Problem details
All records that follow are to be restated exactly.

Supplied data
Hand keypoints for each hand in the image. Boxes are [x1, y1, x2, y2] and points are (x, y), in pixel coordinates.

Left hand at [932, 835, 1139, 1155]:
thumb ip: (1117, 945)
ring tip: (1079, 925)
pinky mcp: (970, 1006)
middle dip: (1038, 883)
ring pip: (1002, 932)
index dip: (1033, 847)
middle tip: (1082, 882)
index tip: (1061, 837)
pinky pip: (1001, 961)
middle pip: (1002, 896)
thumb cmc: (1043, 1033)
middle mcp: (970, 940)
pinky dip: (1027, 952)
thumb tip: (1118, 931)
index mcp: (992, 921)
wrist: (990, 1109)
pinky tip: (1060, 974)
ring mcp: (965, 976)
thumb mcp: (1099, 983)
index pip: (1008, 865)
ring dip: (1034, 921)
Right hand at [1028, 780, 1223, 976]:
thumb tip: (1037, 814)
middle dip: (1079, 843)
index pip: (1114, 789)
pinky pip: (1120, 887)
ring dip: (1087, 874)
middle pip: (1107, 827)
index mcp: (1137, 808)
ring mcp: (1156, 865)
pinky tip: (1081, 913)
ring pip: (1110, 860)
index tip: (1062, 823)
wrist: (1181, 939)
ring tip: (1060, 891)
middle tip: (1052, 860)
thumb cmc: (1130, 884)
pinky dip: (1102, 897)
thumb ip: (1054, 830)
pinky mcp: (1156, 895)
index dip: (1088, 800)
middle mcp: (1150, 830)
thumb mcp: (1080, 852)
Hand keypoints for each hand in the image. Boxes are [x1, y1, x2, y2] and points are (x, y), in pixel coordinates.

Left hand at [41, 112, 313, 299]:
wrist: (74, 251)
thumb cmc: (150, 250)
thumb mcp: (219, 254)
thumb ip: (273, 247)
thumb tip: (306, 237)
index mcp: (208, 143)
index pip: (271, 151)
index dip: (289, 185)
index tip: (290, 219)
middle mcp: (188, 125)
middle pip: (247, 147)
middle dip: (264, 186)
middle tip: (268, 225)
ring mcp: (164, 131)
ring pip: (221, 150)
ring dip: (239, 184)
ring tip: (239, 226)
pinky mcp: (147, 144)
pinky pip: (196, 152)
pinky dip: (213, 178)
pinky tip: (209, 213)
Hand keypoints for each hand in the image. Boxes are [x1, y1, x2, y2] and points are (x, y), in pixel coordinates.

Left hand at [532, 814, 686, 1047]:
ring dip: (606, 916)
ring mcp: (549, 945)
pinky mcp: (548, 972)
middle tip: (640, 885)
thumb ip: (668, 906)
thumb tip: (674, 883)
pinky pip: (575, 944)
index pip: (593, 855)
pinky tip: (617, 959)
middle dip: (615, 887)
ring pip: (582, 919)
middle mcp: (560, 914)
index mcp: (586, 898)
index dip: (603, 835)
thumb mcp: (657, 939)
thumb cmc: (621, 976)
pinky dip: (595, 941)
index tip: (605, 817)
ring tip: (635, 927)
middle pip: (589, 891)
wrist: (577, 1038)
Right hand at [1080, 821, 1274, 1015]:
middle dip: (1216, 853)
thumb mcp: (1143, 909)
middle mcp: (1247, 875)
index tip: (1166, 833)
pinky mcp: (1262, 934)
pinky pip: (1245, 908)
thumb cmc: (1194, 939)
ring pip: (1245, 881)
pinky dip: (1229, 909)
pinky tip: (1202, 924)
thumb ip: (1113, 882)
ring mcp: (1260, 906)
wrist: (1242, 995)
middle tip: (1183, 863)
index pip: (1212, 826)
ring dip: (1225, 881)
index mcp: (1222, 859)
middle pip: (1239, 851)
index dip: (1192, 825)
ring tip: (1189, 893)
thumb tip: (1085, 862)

Problem solution
Hand keypoints for each hand in the image. Boxes are [x1, y1, x2, y2] and points are (x, y), in pixel coordinates.

Left hand at [932, 835, 1139, 1155]:
thumb ip: (1117, 945)
ring tip: (1079, 925)
pinky mcp: (970, 1006)
middle dip: (1038, 883)
ring pip: (1002, 932)
index dip: (1033, 847)
middle tip: (1082, 882)
index tip: (1061, 837)
pinky pip: (1001, 961)
middle pip: (1002, 896)
thumb cmc: (1043, 1033)
middle mcp: (970, 940)
pinky dip: (1027, 952)
thumb tip: (1118, 931)
index mcp: (992, 921)
wrist: (990, 1109)
pinky tip: (1060, 974)
ring mcp: (965, 976)
thumb mcp: (1099, 983)
index pip: (1008, 865)
ring dip: (1034, 921)
Right hand at [1028, 780, 1223, 976]:
thumb tip: (1037, 814)
middle dip: (1079, 843)
index pip: (1114, 789)
pinky pip: (1120, 887)
ring dip: (1087, 874)
middle pip: (1107, 827)
index mcp: (1137, 808)
ring mcp: (1156, 865)
pinky tip: (1081, 913)
ring pip: (1110, 860)
index tip: (1062, 823)
wrist: (1181, 939)
ring tip: (1060, 891)
middle tip: (1052, 860)
thumb cmc: (1130, 884)
pinky dip: (1102, 897)
thumb ip: (1054, 830)
pinky mcp: (1156, 895)
index dip: (1088, 800)
middle mcp: (1150, 830)
thumb mcp: (1080, 852)
Hand keypoints for each hand in the image. Boxes are [x1, y1, x2, y2] and points are (x, y), in pixel coordinates.

Left hand at [41, 112, 313, 299]:
wrist: (74, 251)
thumb cmc: (150, 250)
thumb mcp: (219, 254)
thumb ip: (273, 247)
thumb tip: (306, 237)
index mcp: (208, 143)
index pip: (271, 151)
index dip: (289, 185)
index tip: (290, 219)
middle mcp: (188, 125)
middle pip: (247, 147)
middle dip: (264, 186)
middle tip: (268, 225)
ring mcp: (164, 131)
ring pip: (221, 150)
ring dip: (239, 184)
ring tip: (239, 226)
pinky mcp: (147, 144)
pinky pip: (196, 152)
pinky dip: (213, 178)
pinky tip: (209, 213)
Hand keypoints for each hand in the image. Boxes are [x1, y1, x2, y2] and points are (x, y), in pixel coordinates.

Left hand at [532, 814, 686, 1047]:
ring dip: (606, 916)
ring mcp: (549, 945)
pinky mcp: (548, 972)
middle tip: (640, 885)
thumb ip: (668, 906)
thumb tip: (674, 883)
pinky pip: (575, 944)
index pip: (593, 855)
pinky tip: (617, 959)
middle dip: (615, 887)
ring pip: (582, 919)
middle mcp: (560, 914)
index mcp: (586, 898)
index dip: (603, 835)
thumb mcp: (657, 939)
thumb cmc: (621, 976)
pinky dip: (595, 941)
index tip: (605, 817)
ring tip: (635, 927)
middle pip: (589, 891)
wrist: (577, 1038)
Right hand at [1080, 821, 1274, 1015]:
middle dip: (1216, 853)
thumb mcp: (1143, 909)
middle mcp: (1247, 875)
index tip: (1166, 833)
pinky mcp: (1262, 934)
pinky pip: (1245, 908)
thumb cmc: (1194, 939)
ring pip: (1245, 881)
pinky dip: (1229, 909)
pinky tip: (1202, 924)
thumb ip: (1113, 882)
ring mcp: (1260, 906)
wrist: (1242, 995)
middle tip: (1183, 863)
index pip: (1212, 826)
ring dip: (1225, 881)
index mcp: (1222, 859)
middle pip: (1239, 851)
index dip: (1192, 825)
ring tip: (1189, 893)
thumb tip: (1085, 862)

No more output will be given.